About this task: Which lines of the material hold the word "HORACE"? Copy each one.

Data:

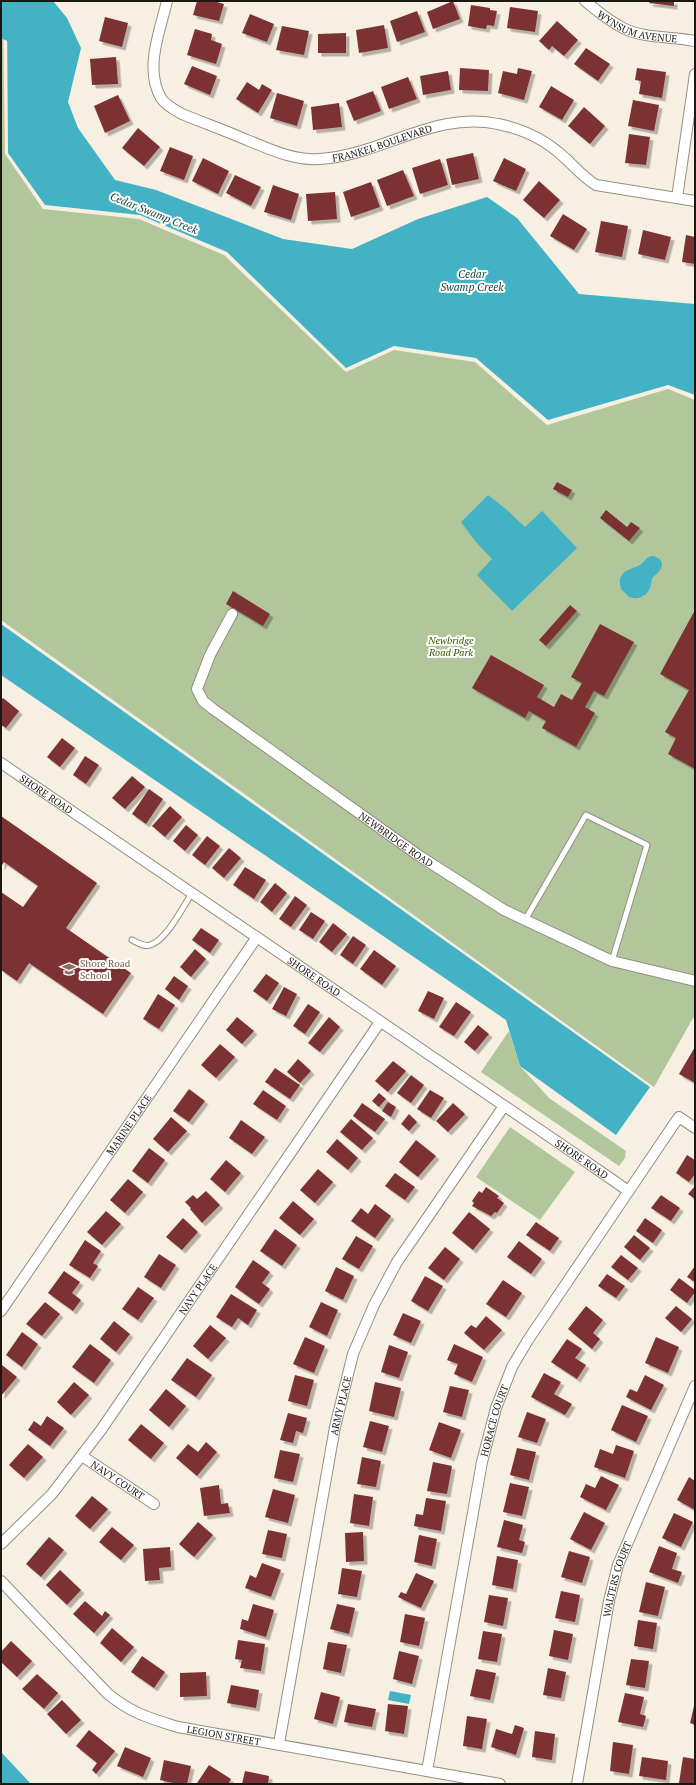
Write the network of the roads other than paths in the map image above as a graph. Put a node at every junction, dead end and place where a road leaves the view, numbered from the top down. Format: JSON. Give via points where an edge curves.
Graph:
{"nodes":[{"id":1,"x":167,"y":1,"type":"edge"},
{"id":2,"x":585,"y":1,"type":"edge"},
{"id":3,"x":695,"y":41,"type":"edge"},
{"id":4,"x":695,"y":74,"type":"edge"},
{"id":5,"x":677,"y":198,"type":"junction"},
{"id":6,"x":695,"y":201,"type":"edge"},
{"id":7,"x":232,"y":614,"type":"dead end"},
{"id":8,"x":1,"y":762,"type":"edge"},
{"id":9,"x":192,"y":893,"type":"junction"},
{"id":10,"x":525,"y":920,"type":"junction"},
{"id":11,"x":256,"y":937,"type":"junction"},
{"id":12,"x":132,"y":940,"type":"dead end"},
{"id":13,"x":612,"y":961,"type":"junction"},
{"id":14,"x":695,"y":981,"type":"edge"},
{"id":15,"x":380,"y":1022,"type":"junction"},
{"id":16,"x":504,"y":1106,"type":"junction"},
{"id":17,"x":695,"y":1128,"type":"edge"},
{"id":18,"x":627,"y":1190,"type":"junction"},
{"id":19,"x":1,"y":1311,"type":"edge"},
{"id":20,"x":695,"y":1386,"type":"edge"},
{"id":21,"x":82,"y":1456,"type":"junction"},
{"id":22,"x":154,"y":1504,"type":"dead end"},
{"id":23,"x":1,"y":1544,"type":"edge"},
{"id":24,"x":1,"y":1581,"type":"edge"},
{"id":25,"x":279,"y":1744,"type":"junction"},
{"id":26,"x":427,"y":1771,"type":"junction"},
{"id":27,"x":500,"y":1784,"type":"edge"},
{"id":28,"x":577,"y":1784,"type":"edge"}],
"edges":[{"from":1,"to":5,"type":"street","name":"FRANKEL BOULEVARD","via":[[153,68],[154,81],[161,99],[182,114],[285,155],[319,160],[347,156],[448,123],[468,120],[497,123],[545,142],[596,185]]},
{"from":2,"to":3,"type":"street","name":"WYNSUM AVENUE","via":[[623,29]]},
{"from":4,"to":5,"type":"street"},
{"from":5,"to":6,"type":"street","name":"FRANKEL BOULEVARD"},
{"from":7,"to":10,"type":"street","name":"NEWBRIDGE ROAD","via":[[210,655],[197,690],[203,701],[418,855],[504,910]]},
{"from":8,"to":9,"type":"street","name":"SHORE ROAD"},
{"from":9,"to":11,"type":"street","name":"SHORE ROAD"},
{"from":9,"to":12,"type":"lane","via":[[159,941],[149,945]]},
{"from":10,"to":13,"type":"street","name":"NEWBRIDGE ROAD"},
{"from":10,"to":13,"type":"lane","via":[[586,815],[647,844]]},
{"from":11,"to":15,"type":"street","name":"SHORE ROAD"},
{"from":11,"to":19,"type":"street","name":"MARINE PLACE"},
{"from":13,"to":14,"type":"street","name":"NEWBRIDGE ROAD"},
{"from":15,"to":16,"type":"street","name":"SHORE ROAD"},
{"from":15,"to":21,"type":"street","name":"NAVY PLACE"},
{"from":16,"to":18,"type":"street","name":"SHORE ROAD"},
{"from":16,"to":25,"type":"street","name":"ARMY PLACE","via":[[397,1262],[374,1305],[353,1354],[335,1426]]},
{"from":17,"to":18,"type":"street","name":"HORACE COURT","via":[[679,1117]]},
{"from":18,"to":26,"type":"street","name":"HORACE COURT","via":[[528,1340],[512,1367],[496,1408],[482,1462]]},
{"from":20,"to":28,"type":"street","name":"WALTERS COURT","via":[[618,1565],[609,1601]]},
{"from":21,"to":22,"type":"street","name":"NAVY COURT"},
{"from":21,"to":23,"type":"street","name":"NAVY PLACE","via":[[52,1494]]},
{"from":24,"to":25,"type":"street","name":"LEGION STREET","via":[[79,1665],[125,1707],[145,1717],[178,1727]]},
{"from":25,"to":26,"type":"street","name":"LEGION STREET"},
{"from":26,"to":27,"type":"street","name":"LEGION STREET"}]}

Answer to this task:
{"from":17,"to":18,"type":"street","name":"HORACE COURT","via":[[679,1117]]},
{"from":18,"to":26,"type":"street","name":"HORACE COURT","via":[[528,1340],[512,1367],[496,1408],[482,1462]]},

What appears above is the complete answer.